January 10th, 2009 4:34pm Report this comment

If the Brown Circle (the mind boggles at the implications, but good name for this group, kind of e pluribus unum) thinks that, they are wrong. Headline unemployment numbers of 3m plus are not the reason people vote for Labour. Have they forgotten the way they used those numbers against the tories. They were still talking about 90s unemployment up to a few months ago. No, there is something going on which is beyond any logic, and it is running against the government. It is the reason none of their stimulus plans will work, and they will get the blame for those unemployment numbers. The something is Zeitgeist. Everybody feels the recession. Everybody responds by their behaviour whether they are actually affected or not. Few of us are or will be directly affected in terms of losing our job or house, but we all know someone in that position, or at least we will see the holes in the high street where Woolworth's used to be, or the shuttered factories or offices. So we will blame the incumbents, see the news of more job losses and sinking pound etc etc. We will retrench and pay debt, defer holidays and make things last a little longer. Once the press has bought into a Zeitgeist that's it until the end of a cycle. The Brown Circle is just whistling in the dark (now there's a mental picture!)

Danielle

January 10th, 2009 4:43pm Report this comment

Bagehot is absolutely spot on.

In the early 90's recession I remember there were a lot of repossessions in my area (Warrington) and it was the thought of losing your home that terrified most families, parents and children, because it seemed to be happening to so many around you. For the so called 'aspirational working class'/'lower middle class' types, having a job, a family, holidays and your own home in suburbia is everything and the thought of going back into council accomodation is terrifying. That feeling is more acute nowadays because Labour's housing policies mean there is a shortage of housing and council estates etc are worse than they were 15 years ago.

Last time it wasn't the actual recession that did for the Tories it was their perceived indifference or inaction to help protect families who were losing their homes through repossession. People felt their lives, dreams and all they had worked hard for were going up in smoke.
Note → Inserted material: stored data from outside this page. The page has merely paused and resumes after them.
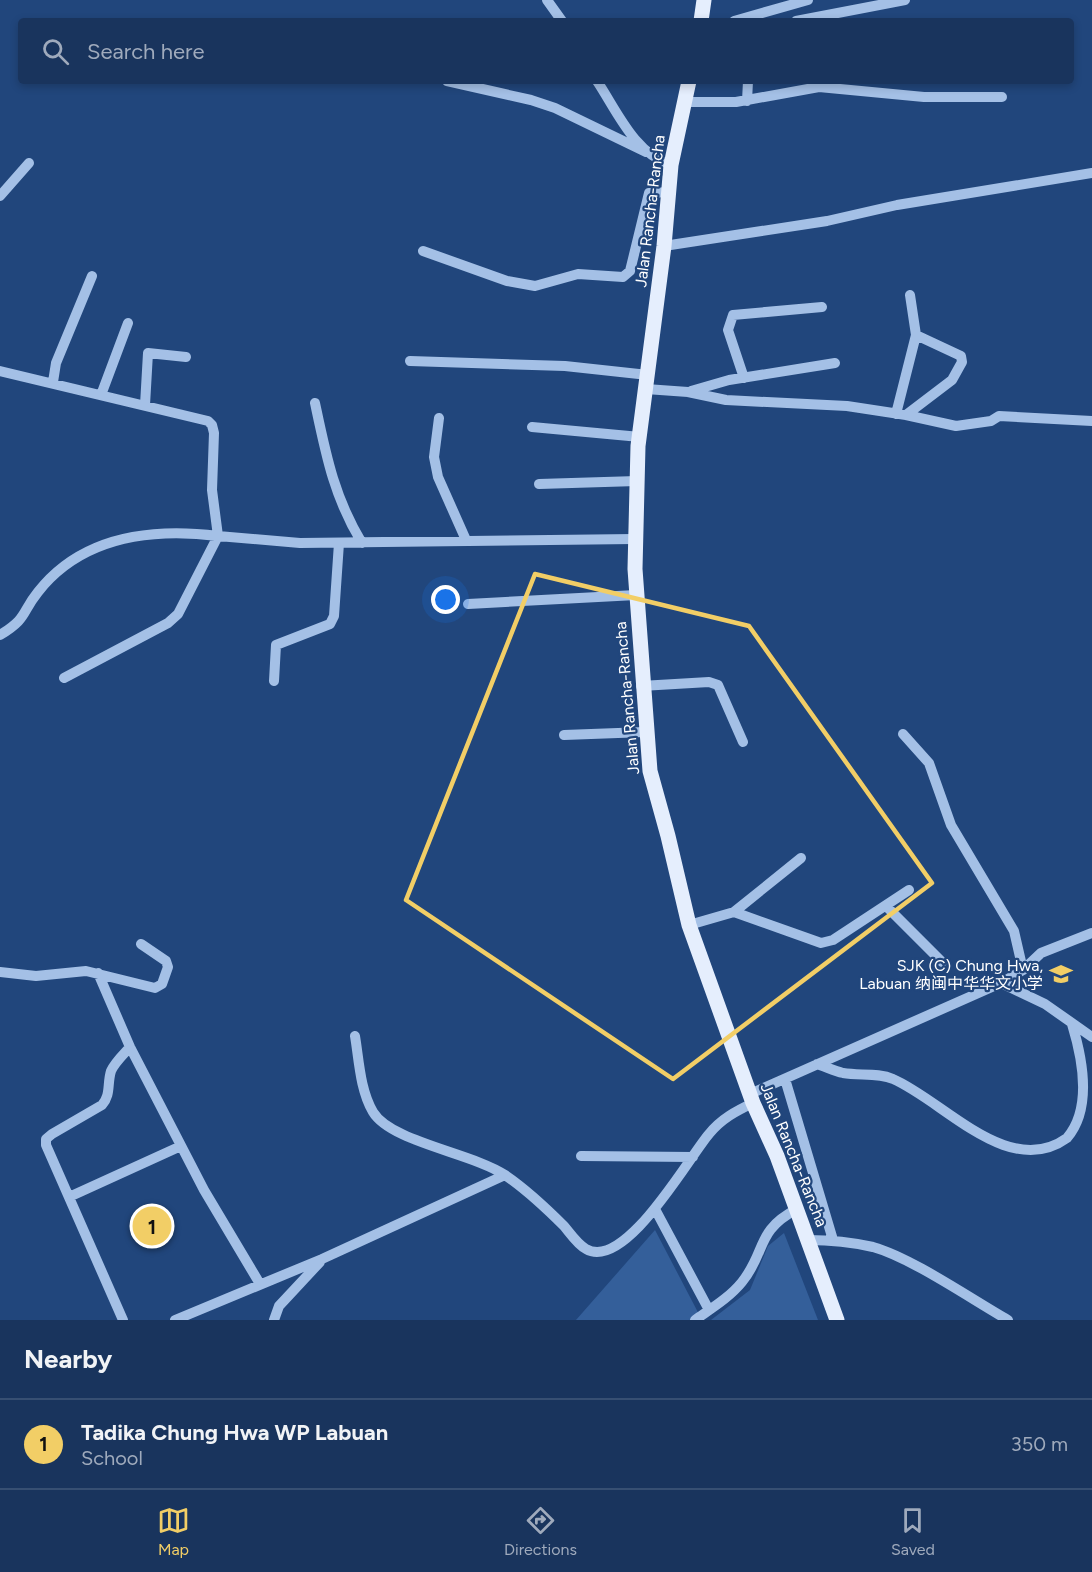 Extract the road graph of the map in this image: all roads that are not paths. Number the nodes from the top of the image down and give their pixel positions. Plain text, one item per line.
1 (547, 0) edge
2 (704, 0) edge
3 (808, 0) edge
4 (905, 0) edge
5 (560, 18) edge
6 (701, 18) edge
7 (745, 18) edge
8 (812, 18) edge
9 (460, 84) edge
10 (599, 84) edge
11 (688, 84) edge
12 (748, 84) edge
13 (1002, 98) dead end
14 (747, 101) junction
15 (684, 102) junction
16 (646, 152) junction
17 (29, 163) dead end
18 (670, 165) junction
19 (1092, 173) edge
20 (669, 192) junction
21 (0, 196) edge
22 (664, 246) junction
23 (423, 251) dead end
24 (92, 276) dead end
25 (910, 295) dead end
26 (822, 308) dead end
27 (128, 323) dead end
28 (916, 335) junction
29 (186, 357) dead end
30 (410, 361) dead end
31 (835, 363) dead end
32 (0, 371) edge
33 (744, 378) junction
34 (53, 382) junction
35 (647, 382) junction
36 (687, 392) junction
37 (101, 395) junction
38 (315, 404) dead end
39 (145, 405) junction
40 (901, 414) junction
41 (439, 418) dead end
42 (1092, 421) edge
43 (531, 427) dead end
44 (640, 436) junction
45 (637, 481) junction
46 (539, 484) dead end
47 (218, 536) junction
48 (634, 539) junction
49 (466, 540) junction
50 (339, 543) junction
51 (362, 543) junction
52 (636, 595) junction
53 (468, 604) dead end
54 (0, 635) edge
55 (64, 678) dead end
56 (274, 681) dead end
57 (641, 686) junction
58 (645, 732) junction
59 (903, 734) dead end
60 (564, 735) dead end
61 (743, 742) dead end
62 (801, 858) dead end
63 (909, 891) dead end
64 (886, 906) junction
65 (734, 912) junction
66 (689, 926) junction
67 (1092, 933) edge
68 (141, 944) dead end
69 (942, 962) dead end
70 (1023, 970) junction
71 (0, 972) edge
72 (98, 973) junction
73 (1001, 983) junction
74 (1072, 1024) junction
75 (355, 1036) dead end
76 (1092, 1037) edge
77 (130, 1047) junction
78 (817, 1064) junction
79 (785, 1078) junction
80 (752, 1098) junction
81 (181, 1146) junction
82 (581, 1156) dead end
83 (693, 1157) junction
84 (505, 1175) junction
85 (69, 1197) junction
86 (655, 1209) junction
87 (797, 1209) junction
88 (808, 1240) junction
89 (833, 1240) junction
90 (322, 1259) junction
91 (260, 1284) junction
92 (709, 1310) junction
93 (123, 1320) edge
94 (175, 1320) edge
95 (274, 1320) edge
96 (695, 1320) edge
97 (837, 1320) edge
98 (1008, 1320) edge

1 - 5 street
2 - 6 main road
3 - 7 street
4 - 8 street
9 - 16 street
10 - 16 street
11 - 15 main road, Jalan Rancha-Rancha
12 - 14 street
13 - 14 street
14 - 15 street
15 - 18 main road, Jalan Rancha-Rancha
16 - 18 street
17 - 21 street
18 - 20 main road, Jalan Rancha-Rancha
19 - 22 street
20 - 22 main road, Jalan Rancha-Rancha
20 - 23 street
22 - 35 main road, Jalan Rancha-Rancha
24 - 34 street
25 - 28 street
26 - 33 street
27 - 37 street
28 - 40 street
28 - 40 street
29 - 39 street
30 - 35 street
31 - 33 street
32 - 34 street
33 - 36 street
34 - 37 street
35 - 36 street
35 - 44 main road, Jalan Rancha-Rancha
36 - 40 street
37 - 39 street
38 - 51 street
39 - 47 street
40 - 42 street
41 - 49 street
43 - 44 street
44 - 45 main road, Jalan Rancha-Rancha
45 - 46 street
45 - 48 main road, Jalan Rancha-Rancha
47 - 50 street
47 - 54 street
47 - 55 street
48 - 49 street
48 - 52 main road, Jalan Rancha-Rancha
49 - 51 street
50 - 51 street
50 - 56 street
52 - 53 street
52 - 57 main road, Jalan Rancha-Rancha
57 - 58 main road, Jalan Rancha-Rancha
57 - 61 street
58 - 60 street
58 - 66 main road, Jalan Rancha-Rancha
59 - 70 street
62 - 65 street
63 - 64 street
64 - 65 street
64 - 69 street
65 - 66 street
66 - 80 main road, Jalan Rancha-Rancha
67 - 70 street
68 - 72 street
70 - 73 street
71 - 72 street
72 - 77 street
73 - 74 street
73 - 78 street
74 - 76 street
74 - 78 street
75 - 84 street
77 - 81 street
77 - 85 street
78 - 79 street
79 - 80 street
79 - 89 street
80 - 83 street
80 - 87 main road, Jalan Rancha-Rancha
81 - 85 street
81 - 91 street
82 - 83 street
83 - 86 street
84 - 86 street
84 - 90 street
85 - 93 street
86 - 92 street
87 - 88 main road, Jalan Rancha-Rancha
87 - 92 street
88 - 89 street
88 - 97 main road, Jalan Rancha-Rancha
89 - 98 street
90 - 91 street
90 - 95 street
91 - 94 street
92 - 96 street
A lot of those very same people had voted, against the odds, for Major in 1992 fearing Kinnock but after that embraced Labour. Why do you think Brown is continually using the phrase 'do nothing' and then referencing the last recession under the Tories. Labour are many things but not stupid, they know it rings true for a lot of people.

TrevorsDen

January 10th, 2009 5:22pm Report this comment

This recession has not even started yet.

Baghot and the Brown Circle had better wake up.

1200 job losses in sunderland? have you forgotten that already.

Wait till that hits Swindon and Derby. Wait till GM cuts out Vauxhaul from Britain and dishes the brand altogether.

Then you can actually say this recession has started.

Just where is the money going to come from to kick start the economy? the banks have lost loads so have none to borrow, there is none coming in from savers to help the banks and govt borrowing will have to be repaid in higher taxes which will scupper any recovery as we might expect it to start.

If the govt spends but does not borrow - printing money - well lets be clear that, no matter how you dress it up, printing money makes all money worth less and worthless. We all become poorer.

The Brown Circle in their Fuhrer Bunker are just moving phantom divisions on the map, and we are the ones left to die in the last ditch for a lost cause, G.Brown's credibility.

Chuck Unsworth

January 10th, 2009 5:32pm Report this comment

There's a hell of a difference between changing jobs by choice and changing jobs out of neccesity. Then there's even more of a difference between leaving one job not by choice and having little or no chance of getting another.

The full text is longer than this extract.